Sperm Bank to Redheads: Take Loads Elsewhere!
File this one under Warning Signs of Impending Apocalypse: Cryos International, the world’s largest sperm bank (Whoa, what! Not you, dear reader?), has stopped accepting donations from redheaded donors because its slush vaults already runneth over their 70 liter capacity.
Oh, come on now. My Mormon bishop probably keeps more liquids inside his kitchen pantry—diet caffeine-free Shasta okay—than the world's largest sperm bank keeps, well, inside its sperm bank.
Is that all you got, huh, Cryos International? Just 70 measly liters, 18 tiny gallons, 197 cans of diet Shasta? HAHAHAHAHAHAHAHA.
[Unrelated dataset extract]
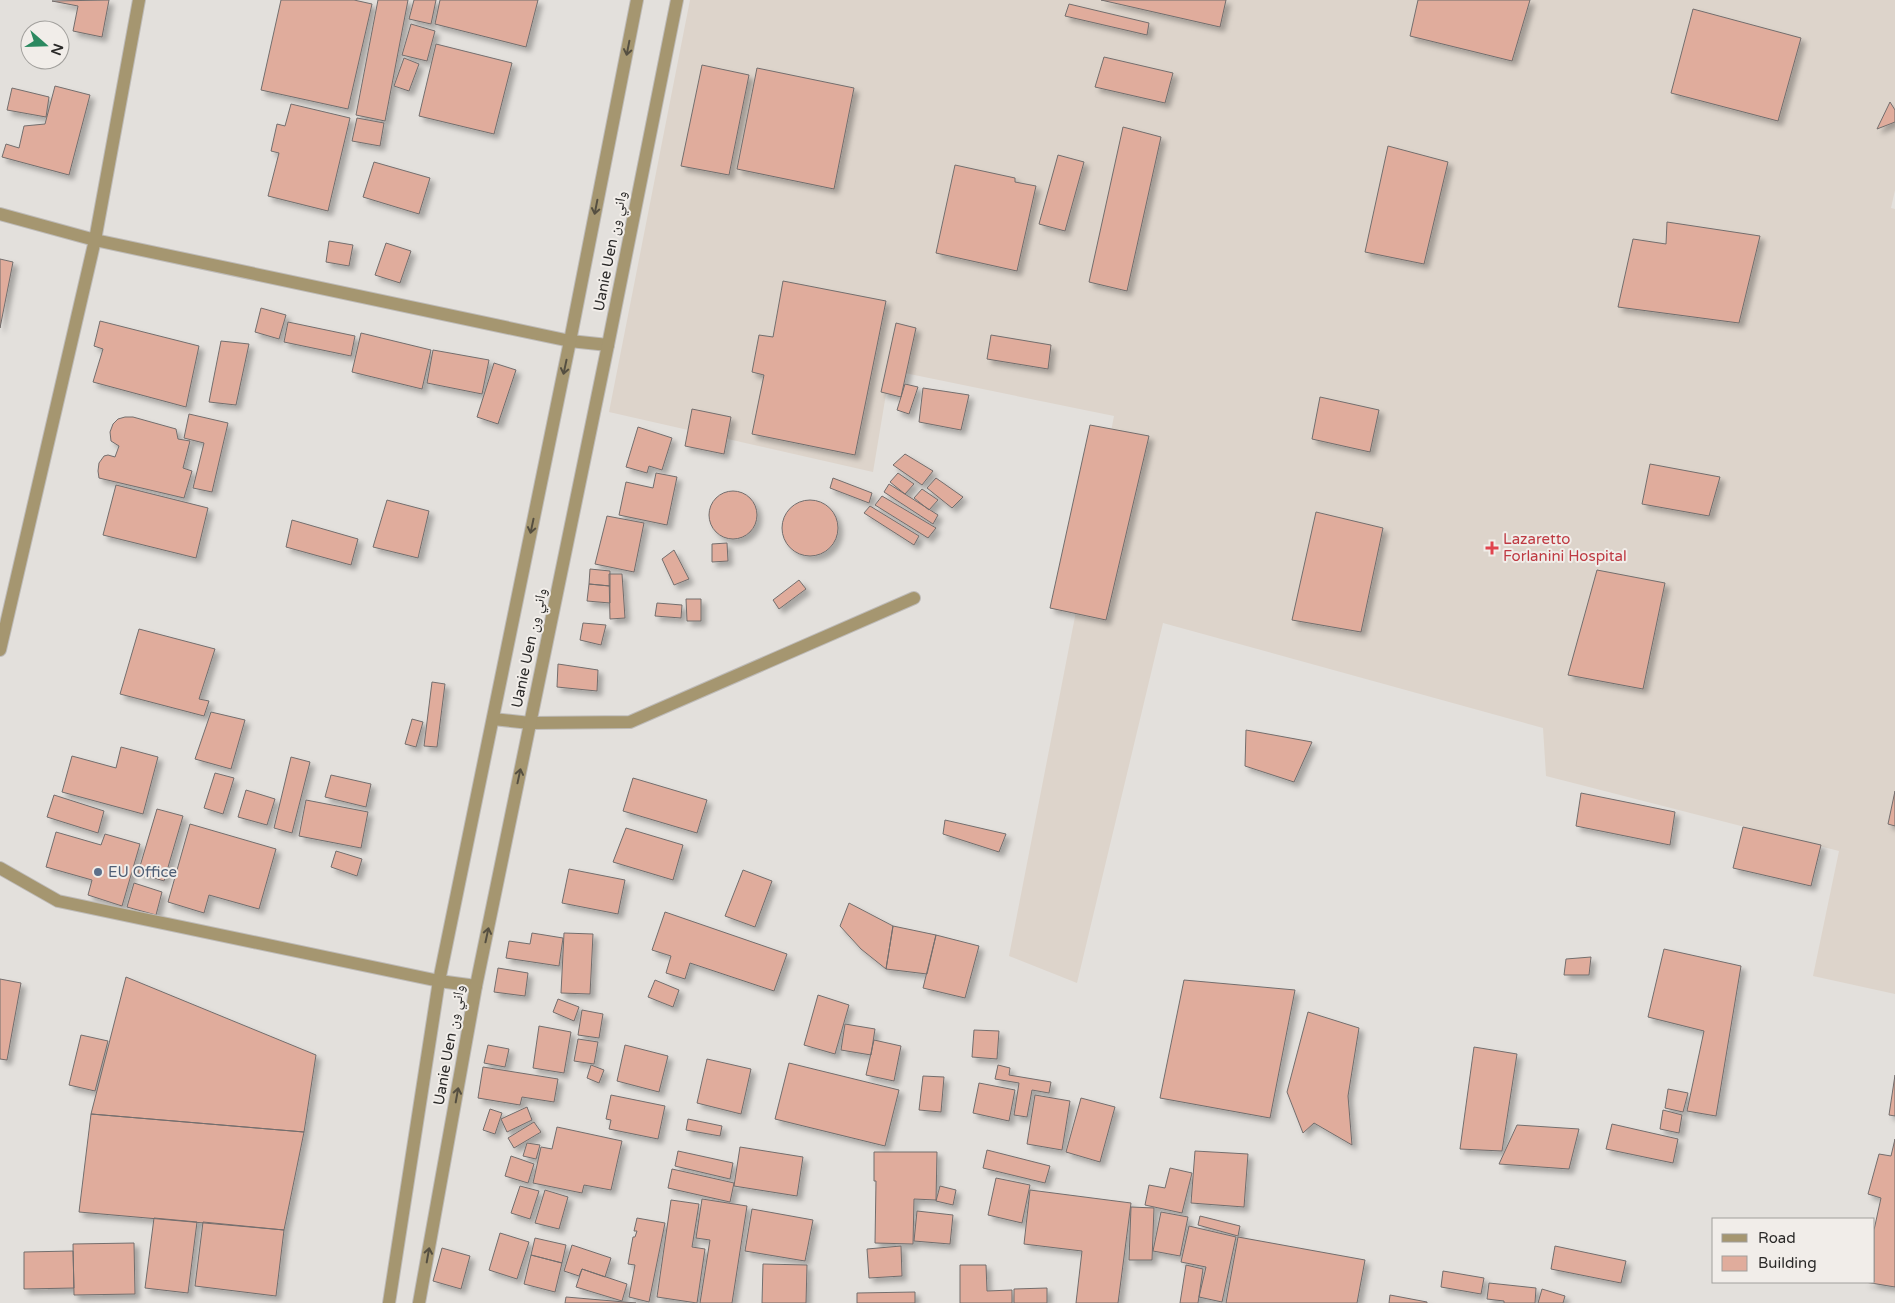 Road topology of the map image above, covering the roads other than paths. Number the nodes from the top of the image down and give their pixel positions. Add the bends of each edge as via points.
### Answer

“There are too many redheads in relation to demand,” said Cryos’s director, Ole Schou. “I do not think you chose a redhead, unless the partner –for example, the sterile male—has red hair, or because the lone woman has a preference for redheads. And that’s perhaps not so many, especially in the latter case.”
Schou did stress, however, that the demand for redheaded sperm remained “reliable” in Ireland, where it sold “like hot cakes.” Oh great, now every time I see pancakes my brain will think hot sperm cakes. Thanks but no thanks world's largest sperm bank.